# [Exercise objective]
Without including the pictures, copy out every line below.
Source information Block Start
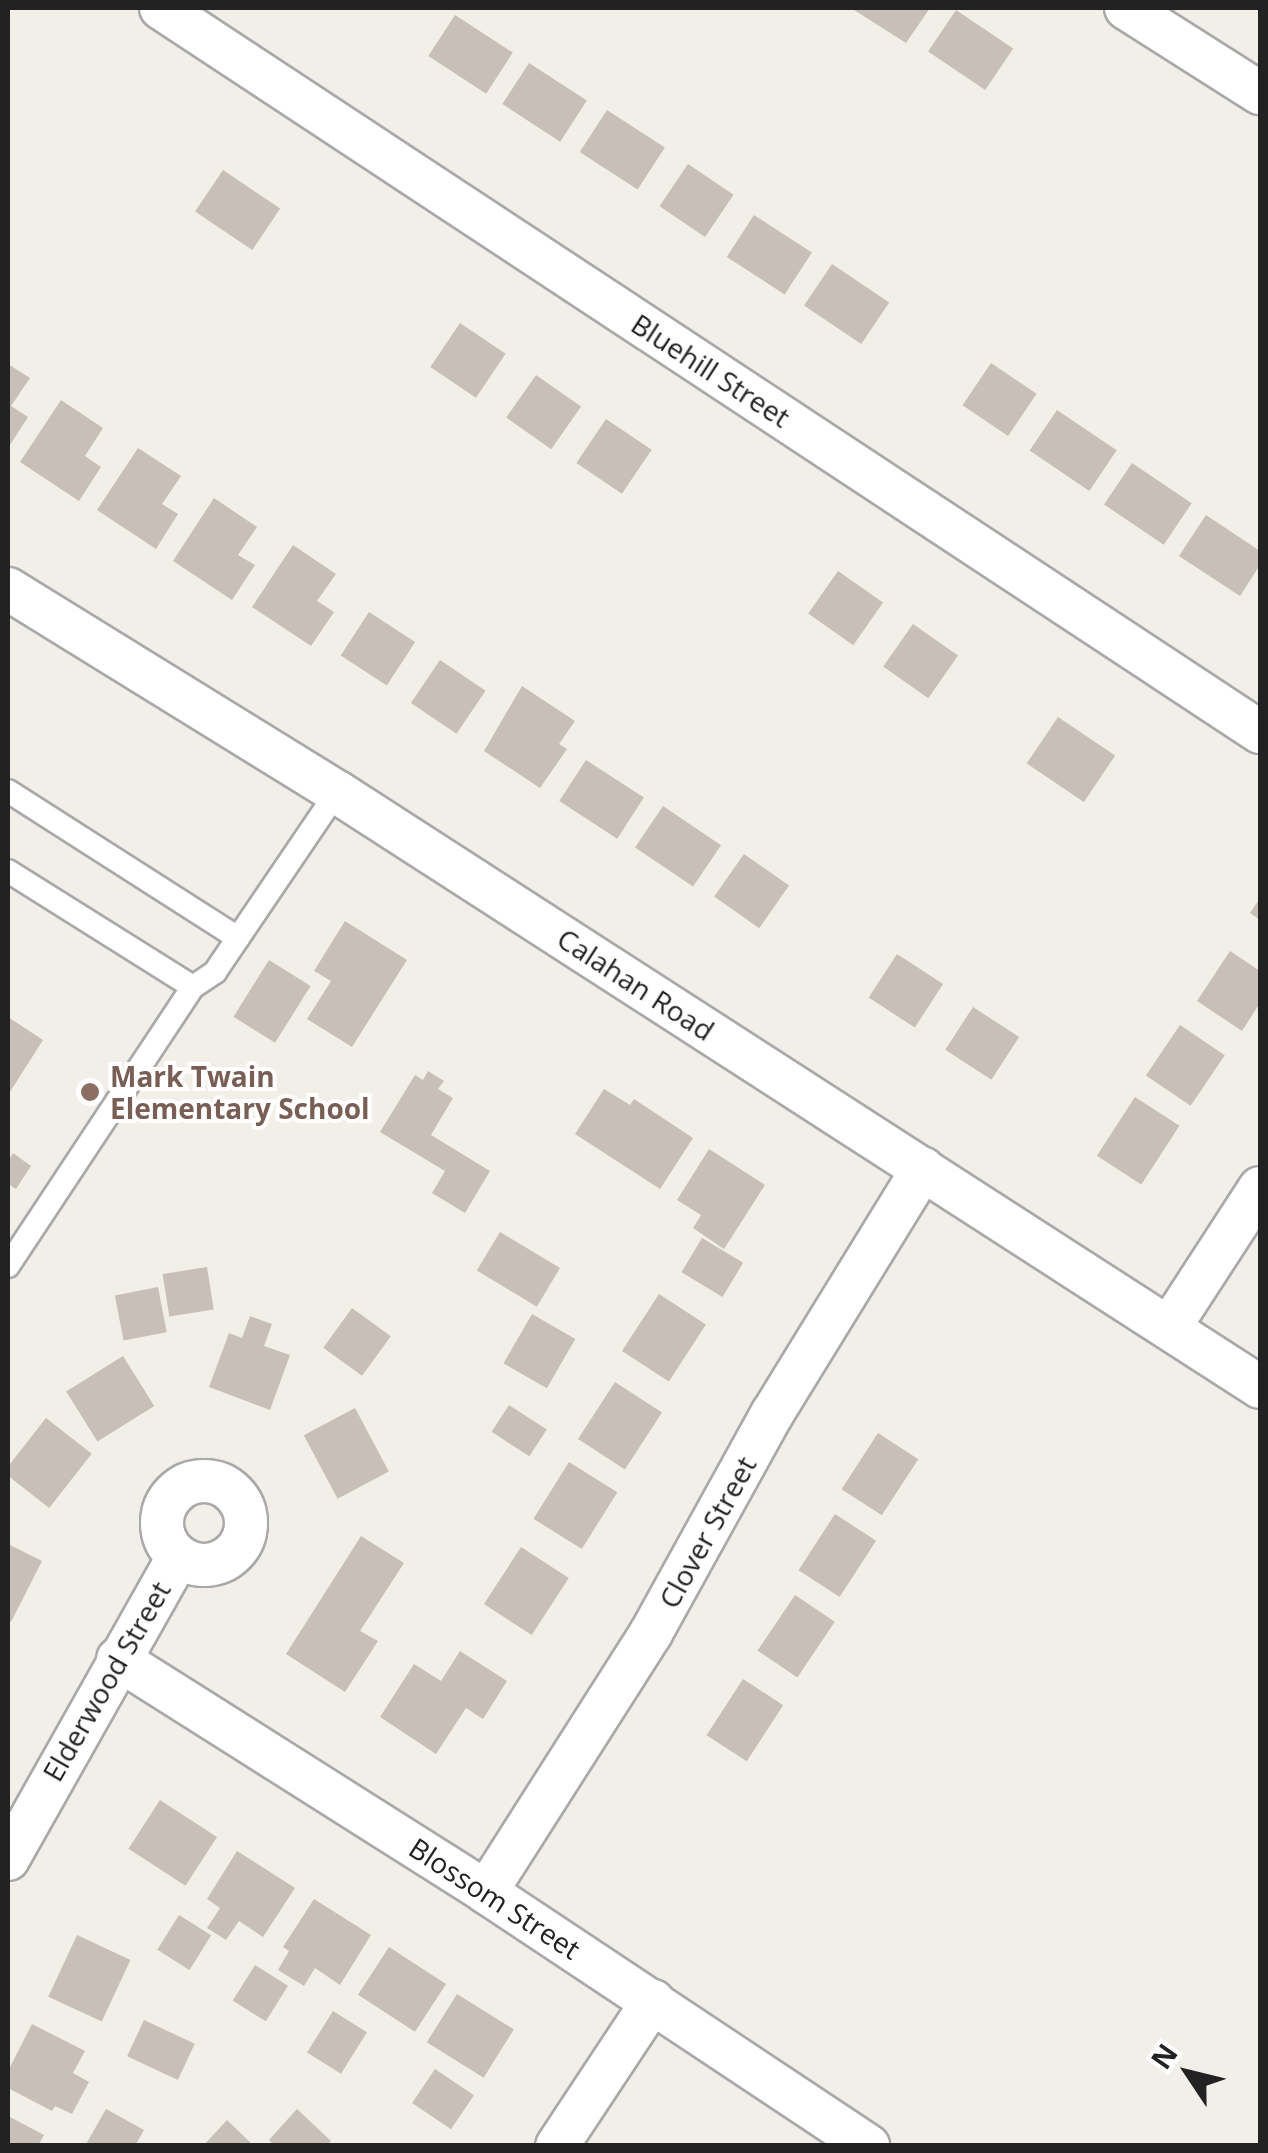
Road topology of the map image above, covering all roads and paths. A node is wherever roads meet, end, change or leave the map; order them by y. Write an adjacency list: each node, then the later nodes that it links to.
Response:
1 (161, 8): 5 (street, Bluehill Street)
2 (1126, 8): 3 (street)
3 (1260, 92)
4 (8, 589): 7 (street, Calahan Road)
5 (1260, 732)
6 (8, 792): 9 (lane)
7 (337, 792): 9 (lane); 11 (street, Calahan Road)
8 (8, 871): 10 (lane)
9 (238, 938): 10 (lane)
10 (192, 988): 13 (lane)
11 (923, 1169): 14 (street, Calahan Road); 19 (street, Clover Street)
12 (1260, 1188): 14 (street)
13 (8, 1266)
14 (1169, 1328): 15 (street, Calahan Road)
15 (1260, 1387)
16 (178, 1557): 17 (street, Elderwood Street)
17 (118, 1659): 18 (street, Elderwood Street); 19 (street, Blossom Street)
18 (8, 1859)
19 (486, 1892): 20 (street, Blossom Street)
20 (653, 2000): 21 (street); 22 (street, Blossom Street)
21 (556, 2146)
22 (868, 2146)

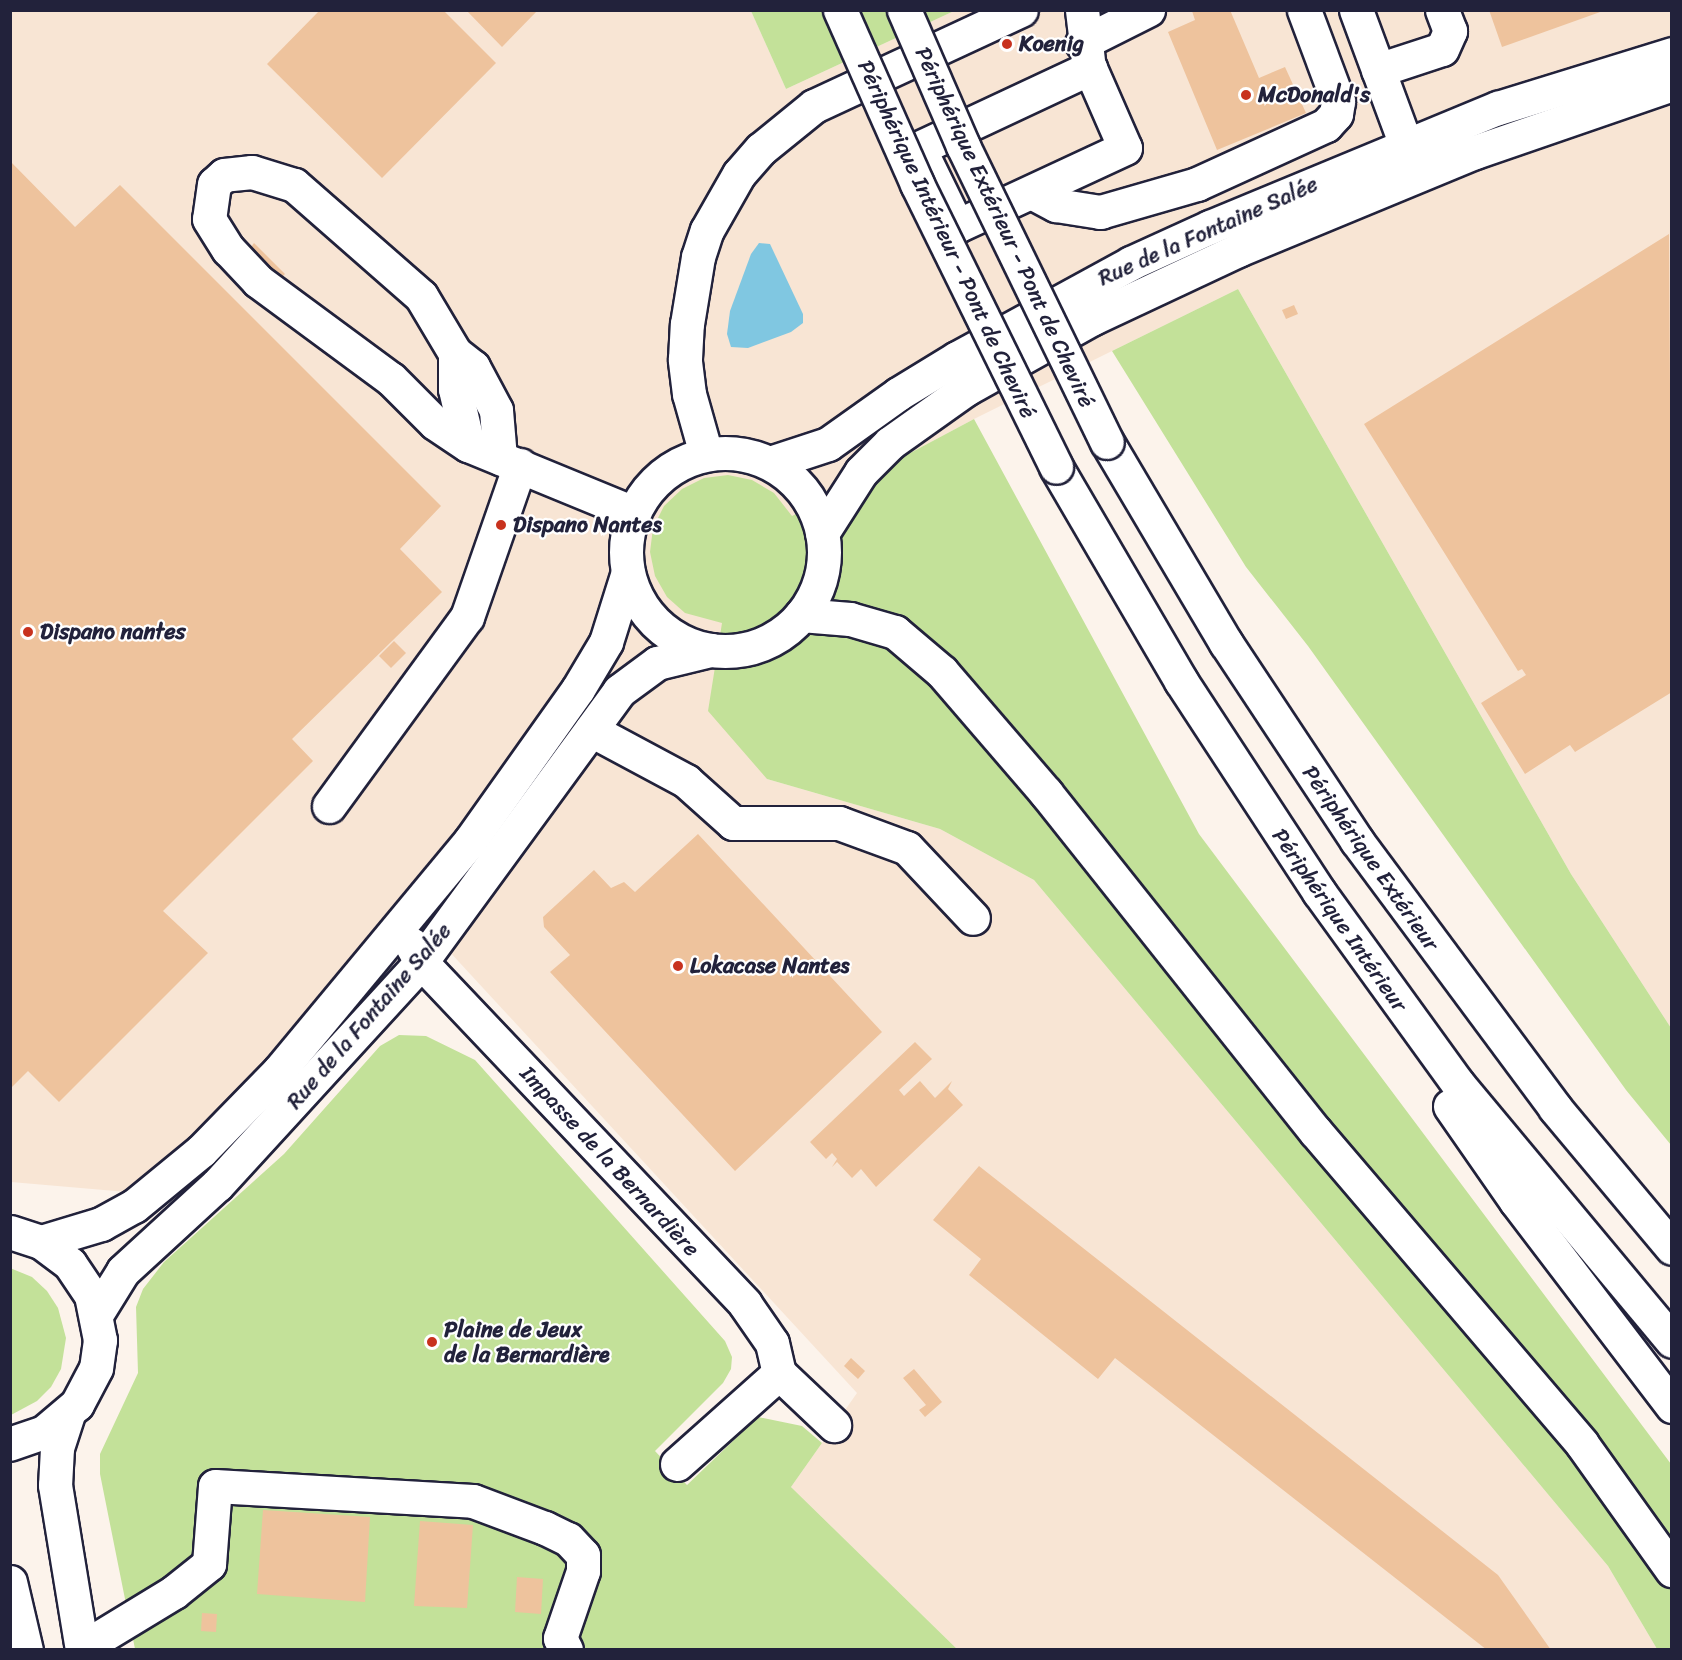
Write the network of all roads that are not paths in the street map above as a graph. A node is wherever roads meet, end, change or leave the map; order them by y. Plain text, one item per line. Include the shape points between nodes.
1 (840, 10) edge
2 (904, 10) edge
3 (1021, 10) edge
4 (1082, 10) edge
5 (1148, 10) edge
6 (1304, 10) edge
7 (1356, 10) edge
8 (1442, 10) edge
9 (1671, 54) edge
10 (1086, 55) junction
11 (1378, 70) junction
12 (1671, 84) edge
13 (842, 91) junction
14 (1406, 145) junction
15 (919, 147) junction
16 (1033, 193) junction
17 (455, 353) junction
18 (1107, 442) joint
19 (468, 445) junction
20 (706, 454) junction
21 (510, 462) junction
22 (770, 464) junction
23 (1056, 467) joint
24 (634, 513) junction
25 (822, 533) junction
26 (627, 572) junction
27 (801, 615) junction
28 (710, 650) junction
29 (1181, 681) junction
30 (591, 730) junction
31 (329, 806) dead end
32 (419, 905) junction
33 (973, 918) dead end
34 (421, 963) junction
35 (10, 1232) edge
36 (41, 1242) junction
37 (1671, 1248) edge
38 (97, 1313) junction
39 (1671, 1341) edge
40 (779, 1373) junction
41 (1671, 1406) edge
42 (68, 1414) junction
43 (834, 1425) dead end
44 (10, 1444) edge
45 (677, 1464) dead end
46 (1671, 1570) edge
47 (10, 1582) edge
48 (82, 1649) edge
49 (26, 1650) edge
50 (566, 1650) edge

1 - 23 main road, Périphérique Intérieur - Pont de Cheviré, bridge via 917,184
2 - 18 main road, Périphérique Extérieur - Pont de Cheviré, bridge via 968,157
3 - 13 main road
4 - 10 main road
5 - 10 main road
6 - 16 main road via 1338,100 1336,114 1326,124 1197,184 1100,212 1056,205
7 - 11 main road
8 - 11 main road via 1450,31 1442,49
9 - 14 main road, Rue de la Fontaine Salée via 1498,108
10 - 15 main road
10 - 16 main road via 1125,148
11 - 14 main road
12 - 25 main road, Rue de la Fontaine Salée via 1474,153 1355,201 1093,318 966,389 890,443 861,472
13 - 15 main road
13 - 20 main road via 814,106 761,149 739,174 707,230 693,285 685,359 689,394
14 - 22 main road, Rue de la Fontaine Salée via 1131,263 947,364 828,444
15 - 16 main road via 957,226
17 - 19 main road via 455,389
17 - 19 main road via 421,296 294,185 252,172 224,175 214,184 209,219 228,249 258,281 390,379 435,423
17 - 21 main road via 473,367 496,410
18 - 37 main road, Périphérique Extérieur via 1226,643 1357,841 1555,1108
19 - 21 main road
20 - 22 main road via 745,454
20 - 24 main road via 681,462 659,477
21 - 24 main road
21 - 31 main road via 467,617
22 - 25 main road via 805,493
23 - 29 main road, Périphérique Intérieur
24 - 26 main road via 626,546
25 - 27 main road via 822,571
26 - 28 main road via 652,619 672,636
26 - 32 main road, Rue de la Fontaine Salée via 606,642 578,689 470,841
27 - 28 main road via 766,642 739,650
27 - 46 main road via 850,619 895,632 942,672 1046,793 1315,1131 1582,1444
28 - 30 main road, Rue de la Fontaine Salée via 657,663 635,676
29 - 39 main road, Périphérique Intérieur via 1272,824 1383,983 1524,1168
29 - 41 main road via 1183,721 1516,1202
30 - 33 main road via 686,781 733,824 839,823 907,848
30 - 34 main road, Rue de la Fontaine Salée
32 - 34 main road via 410,942
32 - 36 main road, Rue de la Fontaine Salée via 279,1071 193,1159 134,1206 101,1224
34 - 38 main road, Rue de la Fontaine Salée via 217,1185 123,1271
34 - 40 main road, Impasse de la Bernardière via 745,1304 772,1343
35 - 36 main road
36 - 38 main road via 82,1279
38 - 42 main road via 100,1340 96,1368 85,1393
40 - 43 main road
40 - 45 main road
42 - 44 main road via 44,1432
42 - 48 main road via 57,1448 56,1485
47 - 49 main road
48 - 50 main road via 174,1592 209,1564 215,1486 473,1501 545,1528 568,1539 584,1555 560,1638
Source information Block End
# [Finished task]
Road topology of the map image above, covering all roads and paths. A node is wherever roads meet, end, change or leave the map; order them by y. Write an adjacency list: each node, then the later nodes that it links to.
Response:
1 (161, 8): 5 (street, Bluehill Street)
2 (1126, 8): 3 (street)
3 (1260, 92)
4 (8, 589): 7 (street, Calahan Road)
5 (1260, 732)
6 (8, 792): 9 (lane)
7 (337, 792): 9 (lane); 11 (street, Calahan Road)
8 (8, 871): 10 (lane)
9 (238, 938): 10 (lane)
10 (192, 988): 13 (lane)
11 (923, 1169): 14 (street, Calahan Road); 19 (street, Clover Street)
12 (1260, 1188): 14 (street)
13 (8, 1266)
14 (1169, 1328): 15 (street, Calahan Road)
15 (1260, 1387)
16 (178, 1557): 17 (street, Elderwood Street)
17 (118, 1659): 18 (street, Elderwood Street); 19 (street, Blossom Street)
18 (8, 1859)
19 (486, 1892): 20 (street, Blossom Street)
20 (653, 2000): 21 (street); 22 (street, Blossom Street)
21 (556, 2146)
22 (868, 2146)

Write the network of all roads that are not paths in the street map above as a graph. A node is wherever roads meet, end, change or leave the map; order them by y. Plain text, one item per line. Include the shape points between nodes.
1 (840, 10) edge
2 (904, 10) edge
3 (1021, 10) edge
4 (1082, 10) edge
5 (1148, 10) edge
6 (1304, 10) edge
7 (1356, 10) edge
8 (1442, 10) edge
9 (1671, 54) edge
10 (1086, 55) junction
11 (1378, 70) junction
12 (1671, 84) edge
13 (842, 91) junction
14 (1406, 145) junction
15 (919, 147) junction
16 (1033, 193) junction
17 (455, 353) junction
18 (1107, 442) joint
19 (468, 445) junction
20 (706, 454) junction
21 (510, 462) junction
22 (770, 464) junction
23 (1056, 467) joint
24 (634, 513) junction
25 (822, 533) junction
26 (627, 572) junction
27 (801, 615) junction
28 (710, 650) junction
29 (1181, 681) junction
30 (591, 730) junction
31 (329, 806) dead end
32 (419, 905) junction
33 (973, 918) dead end
34 (421, 963) junction
35 (10, 1232) edge
36 (41, 1242) junction
37 (1671, 1248) edge
38 (97, 1313) junction
39 (1671, 1341) edge
40 (779, 1373) junction
41 (1671, 1406) edge
42 (68, 1414) junction
43 (834, 1425) dead end
44 (10, 1444) edge
45 (677, 1464) dead end
46 (1671, 1570) edge
47 (10, 1582) edge
48 (82, 1649) edge
49 (26, 1650) edge
50 (566, 1650) edge

1 - 23 main road, Périphérique Intérieur - Pont de Cheviré, bridge via 917,184
2 - 18 main road, Périphérique Extérieur - Pont de Cheviré, bridge via 968,157
3 - 13 main road
4 - 10 main road
5 - 10 main road
6 - 16 main road via 1338,100 1336,114 1326,124 1197,184 1100,212 1056,205
7 - 11 main road
8 - 11 main road via 1450,31 1442,49
9 - 14 main road, Rue de la Fontaine Salée via 1498,108
10 - 15 main road
10 - 16 main road via 1125,148
11 - 14 main road
12 - 25 main road, Rue de la Fontaine Salée via 1474,153 1355,201 1093,318 966,389 890,443 861,472
13 - 15 main road
13 - 20 main road via 814,106 761,149 739,174 707,230 693,285 685,359 689,394
14 - 22 main road, Rue de la Fontaine Salée via 1131,263 947,364 828,444
15 - 16 main road via 957,226
17 - 19 main road via 455,389
17 - 19 main road via 421,296 294,185 252,172 224,175 214,184 209,219 228,249 258,281 390,379 435,423
17 - 21 main road via 473,367 496,410
18 - 37 main road, Périphérique Extérieur via 1226,643 1357,841 1555,1108
19 - 21 main road
20 - 22 main road via 745,454
20 - 24 main road via 681,462 659,477
21 - 24 main road
21 - 31 main road via 467,617
22 - 25 main road via 805,493
23 - 29 main road, Périphérique Intérieur
24 - 26 main road via 626,546
25 - 27 main road via 822,571
26 - 28 main road via 652,619 672,636
26 - 32 main road, Rue de la Fontaine Salée via 606,642 578,689 470,841
27 - 28 main road via 766,642 739,650
27 - 46 main road via 850,619 895,632 942,672 1046,793 1315,1131 1582,1444
28 - 30 main road, Rue de la Fontaine Salée via 657,663 635,676
29 - 39 main road, Périphérique Intérieur via 1272,824 1383,983 1524,1168
29 - 41 main road via 1183,721 1516,1202
30 - 33 main road via 686,781 733,824 839,823 907,848
30 - 34 main road, Rue de la Fontaine Salée
32 - 34 main road via 410,942
32 - 36 main road, Rue de la Fontaine Salée via 279,1071 193,1159 134,1206 101,1224
34 - 38 main road, Rue de la Fontaine Salée via 217,1185 123,1271
34 - 40 main road, Impasse de la Bernardière via 745,1304 772,1343
35 - 36 main road
36 - 38 main road via 82,1279
38 - 42 main road via 100,1340 96,1368 85,1393
40 - 43 main road
40 - 45 main road
42 - 44 main road via 44,1432
42 - 48 main road via 57,1448 56,1485
47 - 49 main road
48 - 50 main road via 174,1592 209,1564 215,1486 473,1501 545,1528 568,1539 584,1555 560,1638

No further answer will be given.